9. The sensor according to claim 1, wherein the at least one electrode further comprises:

a second support associated with the at least one electrode; and

at least one set of spacers between the at least one electrode and the metal-containing nanomembrane.

10. The sensor according to claim 1, wherein the metal-containing nanomembrane comprises one or more metals selected from the group consisting of Ti, Cr, Ni, Cu, Zn, Ag, Pt, and Au.

11. The sensor according to claim 1, wherein the metal-containing nanomembrane further comprises carbon nanotubes.

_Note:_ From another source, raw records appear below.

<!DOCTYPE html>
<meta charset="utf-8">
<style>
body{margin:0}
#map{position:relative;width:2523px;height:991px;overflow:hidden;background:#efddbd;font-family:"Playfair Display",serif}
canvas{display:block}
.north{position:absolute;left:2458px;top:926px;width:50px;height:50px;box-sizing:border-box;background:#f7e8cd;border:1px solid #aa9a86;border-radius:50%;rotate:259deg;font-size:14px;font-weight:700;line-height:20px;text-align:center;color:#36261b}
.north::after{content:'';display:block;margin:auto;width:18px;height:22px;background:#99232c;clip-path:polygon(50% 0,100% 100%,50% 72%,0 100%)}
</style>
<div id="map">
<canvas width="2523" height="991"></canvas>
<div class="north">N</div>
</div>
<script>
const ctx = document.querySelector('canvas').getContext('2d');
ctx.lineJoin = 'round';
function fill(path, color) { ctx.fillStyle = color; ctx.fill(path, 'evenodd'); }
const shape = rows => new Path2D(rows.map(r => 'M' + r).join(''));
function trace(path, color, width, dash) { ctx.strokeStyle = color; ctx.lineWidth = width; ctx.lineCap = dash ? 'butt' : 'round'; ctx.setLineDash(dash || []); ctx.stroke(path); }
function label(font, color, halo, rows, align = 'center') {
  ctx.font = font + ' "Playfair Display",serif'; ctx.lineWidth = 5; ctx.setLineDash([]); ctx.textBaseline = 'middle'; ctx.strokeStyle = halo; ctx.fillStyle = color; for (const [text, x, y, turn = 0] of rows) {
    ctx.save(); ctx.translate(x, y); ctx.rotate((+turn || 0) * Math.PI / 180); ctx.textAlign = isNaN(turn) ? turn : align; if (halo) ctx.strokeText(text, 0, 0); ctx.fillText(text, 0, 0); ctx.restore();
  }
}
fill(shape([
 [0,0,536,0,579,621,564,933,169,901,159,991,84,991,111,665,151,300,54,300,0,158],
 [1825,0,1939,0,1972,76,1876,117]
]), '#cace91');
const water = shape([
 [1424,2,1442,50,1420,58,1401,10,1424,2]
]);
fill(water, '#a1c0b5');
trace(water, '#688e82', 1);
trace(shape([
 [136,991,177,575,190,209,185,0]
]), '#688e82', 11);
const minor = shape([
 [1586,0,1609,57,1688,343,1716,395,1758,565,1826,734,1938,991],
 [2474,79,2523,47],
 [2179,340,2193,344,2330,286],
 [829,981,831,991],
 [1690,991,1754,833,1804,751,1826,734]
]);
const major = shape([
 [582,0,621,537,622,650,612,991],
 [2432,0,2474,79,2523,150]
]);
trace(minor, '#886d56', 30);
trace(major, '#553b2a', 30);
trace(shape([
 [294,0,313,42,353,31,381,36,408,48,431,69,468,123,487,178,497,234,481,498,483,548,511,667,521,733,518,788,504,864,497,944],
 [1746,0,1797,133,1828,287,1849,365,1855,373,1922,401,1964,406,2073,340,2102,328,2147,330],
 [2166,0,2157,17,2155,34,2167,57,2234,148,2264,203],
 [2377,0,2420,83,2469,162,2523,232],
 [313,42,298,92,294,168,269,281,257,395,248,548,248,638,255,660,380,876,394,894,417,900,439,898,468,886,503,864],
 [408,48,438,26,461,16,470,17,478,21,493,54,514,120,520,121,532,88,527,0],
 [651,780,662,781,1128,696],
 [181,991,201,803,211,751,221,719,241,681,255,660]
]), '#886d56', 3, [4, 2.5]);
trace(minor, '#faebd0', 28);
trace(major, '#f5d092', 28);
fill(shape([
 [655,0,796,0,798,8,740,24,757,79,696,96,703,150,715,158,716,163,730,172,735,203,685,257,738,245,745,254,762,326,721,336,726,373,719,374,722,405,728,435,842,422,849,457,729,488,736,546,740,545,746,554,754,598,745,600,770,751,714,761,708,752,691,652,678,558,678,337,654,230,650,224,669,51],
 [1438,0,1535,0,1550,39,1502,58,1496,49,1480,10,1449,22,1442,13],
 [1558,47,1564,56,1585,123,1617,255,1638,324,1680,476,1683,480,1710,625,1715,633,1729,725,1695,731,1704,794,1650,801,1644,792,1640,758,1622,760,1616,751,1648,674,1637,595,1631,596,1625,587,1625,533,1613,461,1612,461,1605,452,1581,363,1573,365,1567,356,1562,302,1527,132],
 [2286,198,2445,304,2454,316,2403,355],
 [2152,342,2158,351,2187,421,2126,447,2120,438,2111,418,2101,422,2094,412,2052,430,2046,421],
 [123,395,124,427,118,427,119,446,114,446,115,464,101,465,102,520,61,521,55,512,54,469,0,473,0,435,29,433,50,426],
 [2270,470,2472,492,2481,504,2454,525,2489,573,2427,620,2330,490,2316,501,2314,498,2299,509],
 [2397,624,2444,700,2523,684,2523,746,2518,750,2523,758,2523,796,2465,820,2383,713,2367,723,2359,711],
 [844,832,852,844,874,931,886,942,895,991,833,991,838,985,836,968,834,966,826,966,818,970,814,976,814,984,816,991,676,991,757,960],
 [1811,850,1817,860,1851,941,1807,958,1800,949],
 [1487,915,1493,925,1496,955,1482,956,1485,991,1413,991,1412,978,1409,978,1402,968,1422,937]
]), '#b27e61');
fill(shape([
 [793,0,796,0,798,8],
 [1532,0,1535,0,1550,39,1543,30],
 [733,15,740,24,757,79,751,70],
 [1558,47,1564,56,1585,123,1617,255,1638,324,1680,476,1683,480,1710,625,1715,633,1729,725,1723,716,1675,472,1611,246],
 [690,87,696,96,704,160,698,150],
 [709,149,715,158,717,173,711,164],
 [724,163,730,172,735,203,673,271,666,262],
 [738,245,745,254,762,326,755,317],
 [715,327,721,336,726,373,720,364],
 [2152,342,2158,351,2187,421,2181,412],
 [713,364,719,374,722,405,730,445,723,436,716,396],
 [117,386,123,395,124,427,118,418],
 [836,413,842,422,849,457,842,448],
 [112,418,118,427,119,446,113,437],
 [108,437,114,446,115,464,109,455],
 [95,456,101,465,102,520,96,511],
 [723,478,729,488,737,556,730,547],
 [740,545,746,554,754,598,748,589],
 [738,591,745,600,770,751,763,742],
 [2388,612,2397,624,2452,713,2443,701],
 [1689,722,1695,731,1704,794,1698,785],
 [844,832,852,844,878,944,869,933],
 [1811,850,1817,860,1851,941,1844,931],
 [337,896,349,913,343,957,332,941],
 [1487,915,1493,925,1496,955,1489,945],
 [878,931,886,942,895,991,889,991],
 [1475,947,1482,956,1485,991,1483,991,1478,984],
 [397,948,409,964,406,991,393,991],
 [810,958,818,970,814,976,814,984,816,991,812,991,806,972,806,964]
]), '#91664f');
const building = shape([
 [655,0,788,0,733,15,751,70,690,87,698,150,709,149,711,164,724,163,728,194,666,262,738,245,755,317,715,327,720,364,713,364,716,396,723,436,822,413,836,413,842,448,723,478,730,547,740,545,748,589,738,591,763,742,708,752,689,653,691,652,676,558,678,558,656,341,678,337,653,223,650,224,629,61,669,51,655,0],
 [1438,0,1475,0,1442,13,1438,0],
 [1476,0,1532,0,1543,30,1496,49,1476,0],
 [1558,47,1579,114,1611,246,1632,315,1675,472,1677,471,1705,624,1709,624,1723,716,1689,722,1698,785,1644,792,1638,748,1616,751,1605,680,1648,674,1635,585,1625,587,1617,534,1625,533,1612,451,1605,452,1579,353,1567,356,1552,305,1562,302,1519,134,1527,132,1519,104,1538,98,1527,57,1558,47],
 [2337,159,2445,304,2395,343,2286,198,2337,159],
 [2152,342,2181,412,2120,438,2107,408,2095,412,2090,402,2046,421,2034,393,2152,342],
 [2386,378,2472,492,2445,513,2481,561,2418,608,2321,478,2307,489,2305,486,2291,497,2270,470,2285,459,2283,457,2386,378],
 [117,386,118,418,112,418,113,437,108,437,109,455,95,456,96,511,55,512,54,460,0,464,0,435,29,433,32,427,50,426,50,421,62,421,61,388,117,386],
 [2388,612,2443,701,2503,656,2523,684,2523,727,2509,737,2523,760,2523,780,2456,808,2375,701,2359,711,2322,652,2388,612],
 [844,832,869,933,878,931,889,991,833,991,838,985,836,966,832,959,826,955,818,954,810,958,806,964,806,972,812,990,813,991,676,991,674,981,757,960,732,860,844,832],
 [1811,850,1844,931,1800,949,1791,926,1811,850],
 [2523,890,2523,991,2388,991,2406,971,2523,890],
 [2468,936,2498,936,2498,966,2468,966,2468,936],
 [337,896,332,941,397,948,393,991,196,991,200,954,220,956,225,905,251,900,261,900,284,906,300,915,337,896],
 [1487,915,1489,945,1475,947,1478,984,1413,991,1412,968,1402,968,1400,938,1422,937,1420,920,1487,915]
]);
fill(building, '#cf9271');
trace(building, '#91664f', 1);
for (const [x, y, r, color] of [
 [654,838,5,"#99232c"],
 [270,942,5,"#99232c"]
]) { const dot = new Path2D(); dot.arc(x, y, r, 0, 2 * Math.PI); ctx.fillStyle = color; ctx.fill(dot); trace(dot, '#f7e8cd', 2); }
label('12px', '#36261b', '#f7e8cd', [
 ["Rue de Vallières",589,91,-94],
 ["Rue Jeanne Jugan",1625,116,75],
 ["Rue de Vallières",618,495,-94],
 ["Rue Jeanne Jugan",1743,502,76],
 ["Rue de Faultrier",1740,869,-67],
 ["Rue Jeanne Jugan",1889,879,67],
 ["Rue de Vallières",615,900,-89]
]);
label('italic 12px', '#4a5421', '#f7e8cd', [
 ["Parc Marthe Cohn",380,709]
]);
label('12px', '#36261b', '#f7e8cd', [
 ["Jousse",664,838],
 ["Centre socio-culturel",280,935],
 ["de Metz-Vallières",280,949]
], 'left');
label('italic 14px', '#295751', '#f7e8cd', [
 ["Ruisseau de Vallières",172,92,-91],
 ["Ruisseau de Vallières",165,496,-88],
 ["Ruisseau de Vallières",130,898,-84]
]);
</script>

12. The sensor according to claim 1, wherein the metal-containing nanomembrane has a thickness of from about 1 nm to about 50 nm.

13. A method for making a sensor comprising:

associating a metal-containing nanomembrane with an opening of a first support, wherein the metal-containing nanomembrane is configured to interact with at least one molecular species; and

positioning at least one electrode on one side of the metal-containing nanomembrane under conditions effective to allow the at least one electrode to sense one or more interactions of the at least one molecular species with the metal-containing nanomembrane.

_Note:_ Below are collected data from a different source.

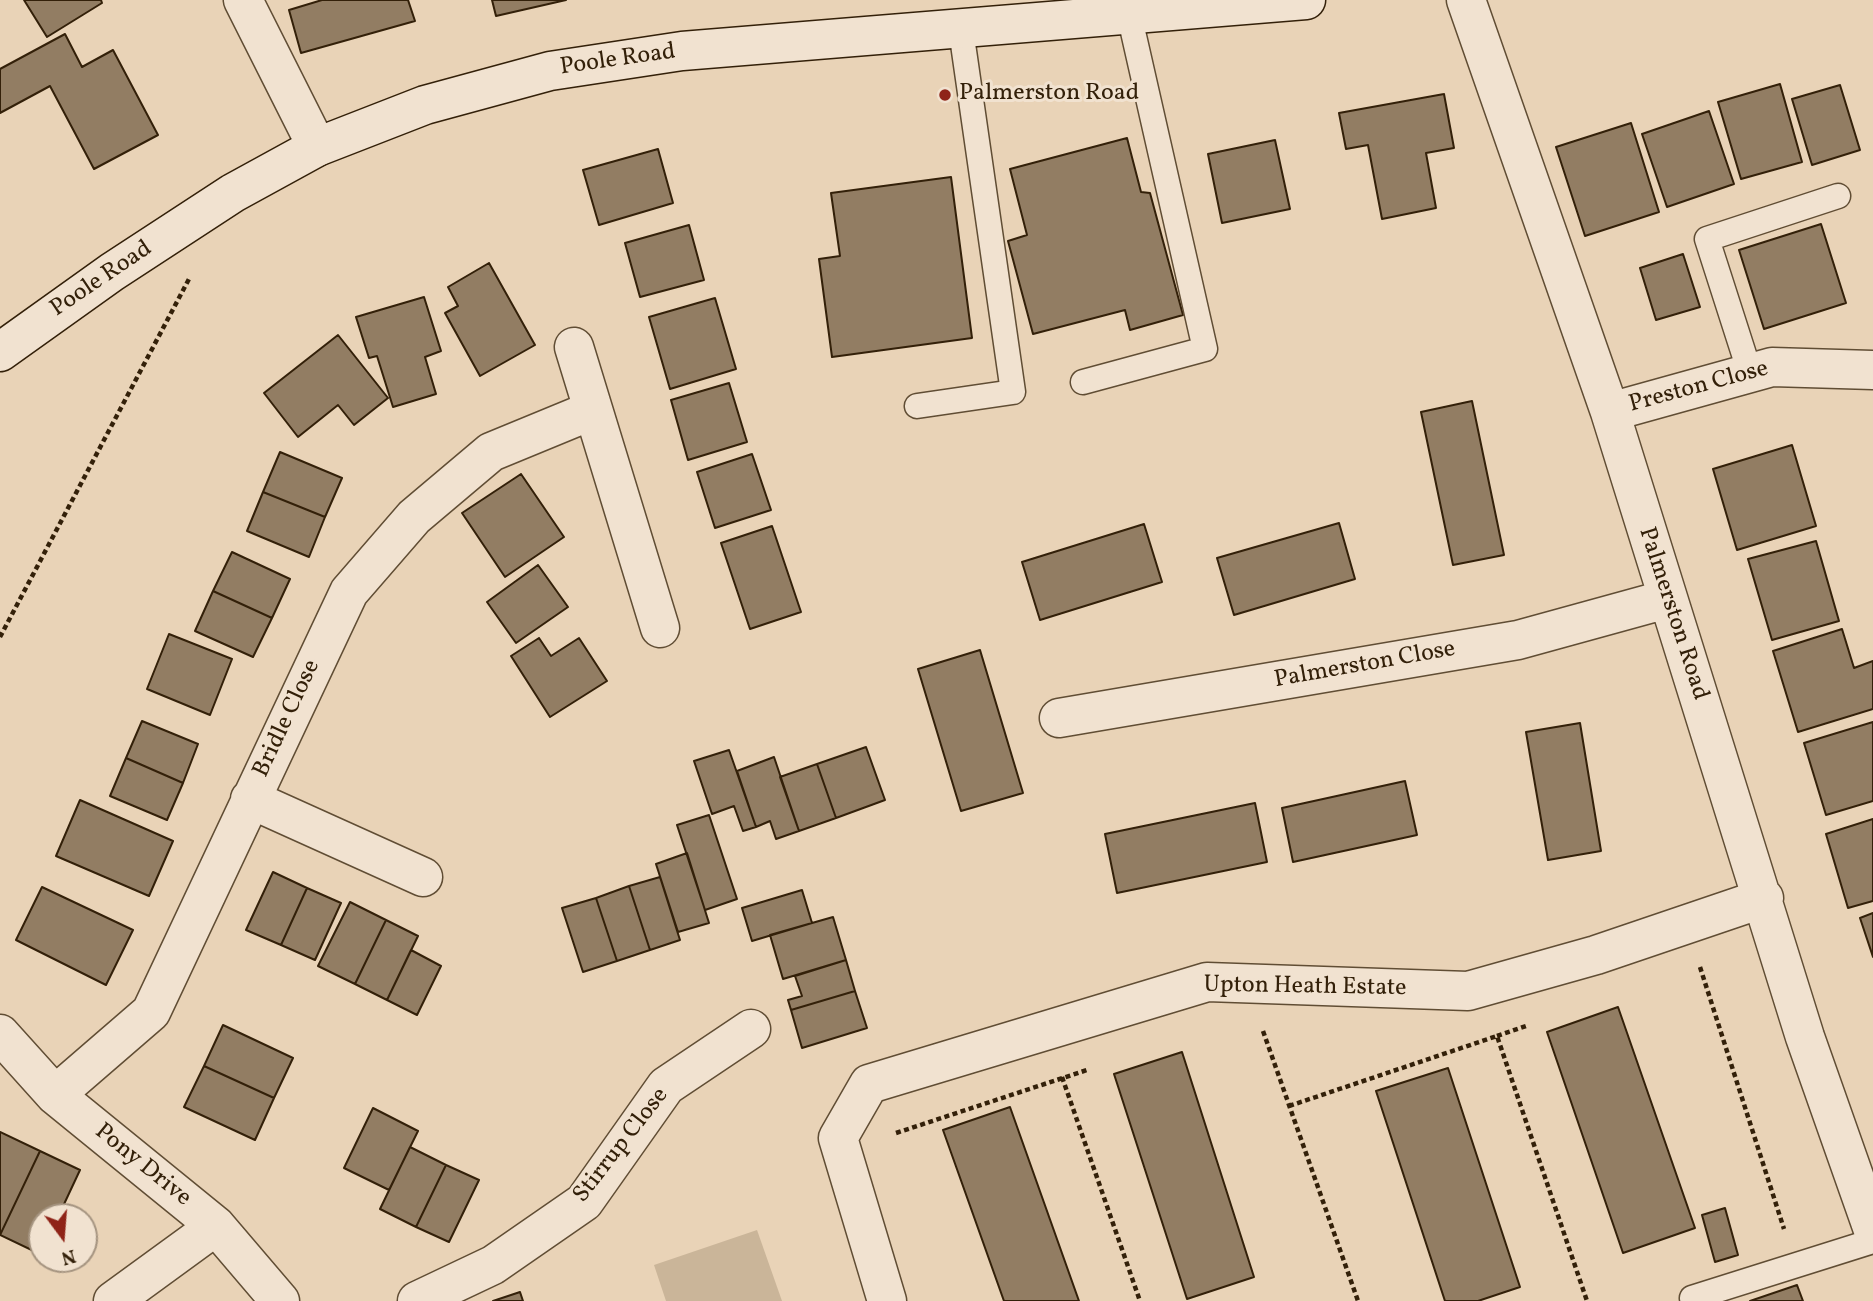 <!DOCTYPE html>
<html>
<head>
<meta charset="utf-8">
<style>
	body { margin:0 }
	#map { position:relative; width:1873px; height:1301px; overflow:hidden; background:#e9d3b7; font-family:Vollkorn,serif }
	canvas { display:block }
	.north { position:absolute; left:28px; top:1203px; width:70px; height:70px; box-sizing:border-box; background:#f1e2d0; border:2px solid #a59480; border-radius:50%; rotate:164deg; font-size:19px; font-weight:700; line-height:28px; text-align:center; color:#332009 }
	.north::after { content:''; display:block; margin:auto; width:24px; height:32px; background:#8f2418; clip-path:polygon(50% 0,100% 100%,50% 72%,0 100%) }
</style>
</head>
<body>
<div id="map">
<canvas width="1873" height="1301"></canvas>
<div class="north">N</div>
</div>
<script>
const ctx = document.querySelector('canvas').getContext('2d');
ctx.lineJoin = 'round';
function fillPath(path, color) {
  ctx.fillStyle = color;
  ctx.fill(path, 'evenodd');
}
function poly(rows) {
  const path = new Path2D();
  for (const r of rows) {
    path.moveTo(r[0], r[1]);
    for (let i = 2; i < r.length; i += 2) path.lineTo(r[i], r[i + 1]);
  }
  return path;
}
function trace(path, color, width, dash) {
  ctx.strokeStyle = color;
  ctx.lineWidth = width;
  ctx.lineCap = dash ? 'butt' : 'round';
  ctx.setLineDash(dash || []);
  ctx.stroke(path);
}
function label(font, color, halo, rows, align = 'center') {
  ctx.font = font + ' Vollkorn,serif';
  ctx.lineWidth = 6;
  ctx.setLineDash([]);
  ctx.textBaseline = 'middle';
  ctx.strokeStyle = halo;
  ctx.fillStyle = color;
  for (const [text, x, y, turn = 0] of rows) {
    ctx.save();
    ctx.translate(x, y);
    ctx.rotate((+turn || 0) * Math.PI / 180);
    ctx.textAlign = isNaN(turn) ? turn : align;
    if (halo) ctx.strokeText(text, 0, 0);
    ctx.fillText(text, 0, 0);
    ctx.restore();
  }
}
fillPath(poly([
	[757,1230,782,1301,666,1301,654,1265]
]), '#cab599');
const building = poly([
	[24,0,101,0,102,3,47,37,24,0],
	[322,0,408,0,415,21,301,53,289,10,322,0],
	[492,0,566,0,496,16,492,0],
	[65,34,82,67,113,50,158,135,94,169,50,86,0,113,0,69,65,34],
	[1780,84,1802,162,1741,179,1718,102,1780,84],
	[1840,85,1860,150,1812,165,1792,99,1840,85],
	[1444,94,1454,148,1426,153,1436,208,1382,219,1368,145,1346,149,1339,113,1444,94],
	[1709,111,1734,184,1667,207,1642,134,1709,111],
	[1631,123,1659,212,1585,236,1556,147,1631,123],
	[1127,138,1141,192,1150,193,1183,315,1130,330,1125,310,1033,334,1008,241,1027,235,1010,169,1127,138],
	[1275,140,1290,209,1222,223,1208,154,1275,140],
	[658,149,673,203,599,225,583,170,658,149],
	[951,177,972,338,832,357,819,259,840,256,831,193,951,177],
	[1821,224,1846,303,1764,329,1739,250,1821,224],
	[689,225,704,280,640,297,625,243,689,225],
	[1683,254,1700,307,1656,320,1640,268,1683,254],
	[489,263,535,345,480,376,445,313,458,306,448,287,489,263],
	[424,297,441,351,425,357,436,394,393,407,377,356,369,358,356,317,424,297],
	[715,298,736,369,670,389,649,317,715,298],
	[338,335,388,398,354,425,338,405,298,437,264,393,338,335],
	[729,383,747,442,688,460,671,400,729,383],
	[1472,401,1504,555,1453,565,1421,412,1472,401],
	[1792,445,1816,526,1737,550,1713,469,1792,445],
	[280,452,342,478,325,517,263,492,280,452],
	[752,454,771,510,715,528,697,472,752,454],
	[521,474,564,537,505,577,462,513,521,474],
	[263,492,325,517,309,557,247,531,263,492],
	[1339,523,1355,579,1234,615,1217,558,1339,523],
	[1144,524,1162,582,1040,620,1022,562,1144,524],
	[772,526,801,612,750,629,721,543,772,526],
	[1816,541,1839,621,1772,640,1748,559,1816,541],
	[232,552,290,579,272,618,213,591,232,552],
	[538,565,568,607,516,643,487,602,538,565],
	[213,591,272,618,253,657,195,631,213,591],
	[1842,629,1854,668,1873,661,1873,709,1798,732,1773,651,1842,629],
	[169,634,232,659,210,715,147,689,169,634],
	[539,638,551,656,579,638,607,681,550,717,511,656,539,638],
	[980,650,1023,793,961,811,918,669,980,650],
	[142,721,198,744,183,783,126,758,142,721],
	[1873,722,1873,801,1826,815,1804,743,1873,722],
	[1580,723,1601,851,1548,860,1526,732,1580,723],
	[866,747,885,800,836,818,817,764,866,747],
	[729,750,756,827,743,831,734,806,712,814,694,761,729,750],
	[774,757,799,831,776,839,770,821,756,827,737,771,774,757],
	[126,758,183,783,167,820,110,796,126,758],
	[817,764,836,818,799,831,780,777,817,764],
	[1405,781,1417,835,1293,862,1282,808,1405,781],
	[80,800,173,841,149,896,56,856,80,800],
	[1255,803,1267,862,1117,893,1105,834,1255,803],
	[709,815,737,899,705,910,677,825,709,815],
	[1873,819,1873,901,1848,908,1826,834,1873,819],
	[687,853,709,923,678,932,656,864,687,853],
	[273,872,307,888,281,945,246,930,273,872],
	[660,877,680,940,650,950,629,886,660,877],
	[629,886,650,950,617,961,596,898,629,886],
	[42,887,133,930,106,985,16,940,42,887],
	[307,888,341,903,315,960,281,945,307,888],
	[802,890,812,923,752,941,742,908,802,890],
	[596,898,617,961,583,972,562,908,596,898],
	[350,902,386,920,355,984,318,966,350,902],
	[1873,913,1873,957,1860,918,1873,913],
	[833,917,846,960,783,979,770,935,833,917],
	[386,920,418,936,387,1000,355,984,386,920],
	[411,950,441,966,417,1015,387,1000,411,950],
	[846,960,855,991,791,1010,788,1000,802,996,795,976,846,960],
	[855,991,867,1028,802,1048,791,1010,855,991],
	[1618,1007,1695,1228,1623,1253,1547,1032,1618,1007],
	[223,1025,293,1058,274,1098,204,1066,223,1025],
	[1182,1052,1254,1277,1187,1299,1114,1074,1182,1052],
	[204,1066,274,1098,255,1140,184,1107,204,1066],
	[1448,1068,1520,1287,1478,1301,1445,1301,1376,1091,1448,1068],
	[1010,1107,1079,1301,1004,1301,943,1130,1010,1107],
	[373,1108,418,1131,389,1190,344,1168,373,1108],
	[0,1132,40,1151,0,1235,0,1132],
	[410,1147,446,1165,416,1227,380,1209,410,1147],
	[40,1151,80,1170,58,1217,42,1217,40,1254,0,1235,40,1151],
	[446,1165,479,1180,449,1242,416,1227,446,1165],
	[1725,1208,1738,1255,1715,1262,1702,1215,1725,1208],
	[1797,1285,1803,1301,1750,1301,1797,1285],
	[520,1292,523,1301,493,1301,520,1292]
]);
fillPath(building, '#927d63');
trace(building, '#332009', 2);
const lane = poly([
	[1750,373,1707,239,1838,196],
	[1083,382,1205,349,1129,14],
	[917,406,1013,392,961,30],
	[1692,1298,1873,1241]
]);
const street = poly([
	[243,0,317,147],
	[1466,0,1610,412,1805,1037,1873,1230],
	[574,347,660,628],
	[1610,412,1772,367,1873,370],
	[1059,718,1518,640,1667,599],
	[250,799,423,877],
	[0,1034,55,1095,216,1226,280,1301],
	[55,1095,151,1012,349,592,414,517,491,452,593,410],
	[113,1301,216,1226],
	[417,1301,493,1265,584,1202,666,1086,751,1029],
	[887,1301,838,1138,869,1084,1207,982,1468,991,1596,955,1764,898]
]);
const secondary = poly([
	[0,352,112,272,233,193,317,147,425,105,550,71,682,51,1306,0]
]);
trace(lane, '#604d34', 27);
trace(street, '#604d34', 41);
trace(secondary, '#332009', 41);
trace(poly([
	[0,637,189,279],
	[1700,967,1784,1229],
	[1263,1031,1358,1301],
	[1497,1036,1526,1026],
	[1062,1077,1140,1301],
	[1289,1106,1497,1036,1587,1301],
	[896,1133,1087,1070]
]), '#332009', 4.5, [5, 3.5]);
trace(lane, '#f1e2d0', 24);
trace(street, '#f1e2d0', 38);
trace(secondary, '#f1e2d0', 38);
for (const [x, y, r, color] of [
	[945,95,7,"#8f2418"]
]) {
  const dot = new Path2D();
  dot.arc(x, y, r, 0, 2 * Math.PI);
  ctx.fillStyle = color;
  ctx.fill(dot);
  trace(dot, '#f1e2d0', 2.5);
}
label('24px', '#332009', '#f1e2d0', [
	["Poole Road",618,61,-8],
	["Poole Road",102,280,-34],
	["Preston Close",1699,388,-15],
	["Palmerston Road",1672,614,72],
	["Palmerston Close",1365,666,-10],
	["Bridle Close",288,719,-65],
	["Upton Heath Estate",1305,988,1],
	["Stirrup Close",622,1146,-52],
	["Pony Drive",142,1166,39]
]);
label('24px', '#332009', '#f1e2d0', [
	["Palmerston Road",959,95]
], 'left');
</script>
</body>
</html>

14. The method according to claim 13 further comprising:

coupling at least one detection unit to the metal-containing nanomembrane or the at least one electrode, wherein the detection unit is configured to detect the at least one molecular species at least partially based on a capacitive response.

15. The method according to claim 14, wherein said detection unit is configured to detect a deflection of the metal-containing nanomembrane caused by the one or more interactions of the at least one molecular species with the metal-containing nanomembrane.

16. The method according to claim 13, wherein at least a portion of the metal-containing nanomembrane is suspended over the at least one opening.

17. The method according to claim 16, wherein the portion of the metal-containing nanomembrane that is suspended over the at least one opening of the first support has a width from about 50 μm to about 1000 μm.

18. The method according to claim 13, wherein the metal-containing nanomembrane is configured to bind the at least one molecular species.

19. The method according to claim 13, wherein said first support comprises:

a base layer;

a first layer of insulating material deposited on one side of the base layer; and a second layer of insulating material deposited on the other side of the base layer.

20. The method according to claim 19, wherein said associating a metal-containing nanomembrane with an opening of a first support comprises:

depositing the first layer of insulating material on one side of the base layer;

depositing the second layer of insulating material on the other side of the base layer, leaving a portion of the base layer uncovered;

removing the uncovered portion of the base layer from said support until the first layer of insulating material is exposed to form at least one opening in the other side of the base layer;

depositing a metal layer on the first layer of insulating material; and

removing the first layer of insulating material exposed within the at least one opening from said support until a metal-containing nanomembrane is suspended over the at least one opening of the first support.

21. The method according to claim 13, wherein the metal-containing nanomembrane comprises one or more metals selected from the group consisting of Ti, Cr, Ni, Cu, Zn, Ag, Pt, and Au.

22. The method according to claim 13, wherein the metal-containing nanomembrane further comprises carbon nanotubes.

23. The method according to claim 13, wherein the metal-containing nanomembrane has a thickness of from about 1 nm to about 50 nm.

24. The method according to claim 13, wherein said positioning at least one electrode comprises positioning the at least one electrode at a predetermined distance from the metal-containing nanomembrane.

25. The method according to claim 24, wherein said positioning at least one electrode comprises:

assembling at least one electrode on a second support; and

attaching at least one set of spacers between the at least one electrode and one side of the metal-containing nanomembrane.

26. A method for detecting at least one molecular species comprising a use of the sensor according to claim 1.

27. A device for detecting at least one molecular species comprising the sensor according to claim 1.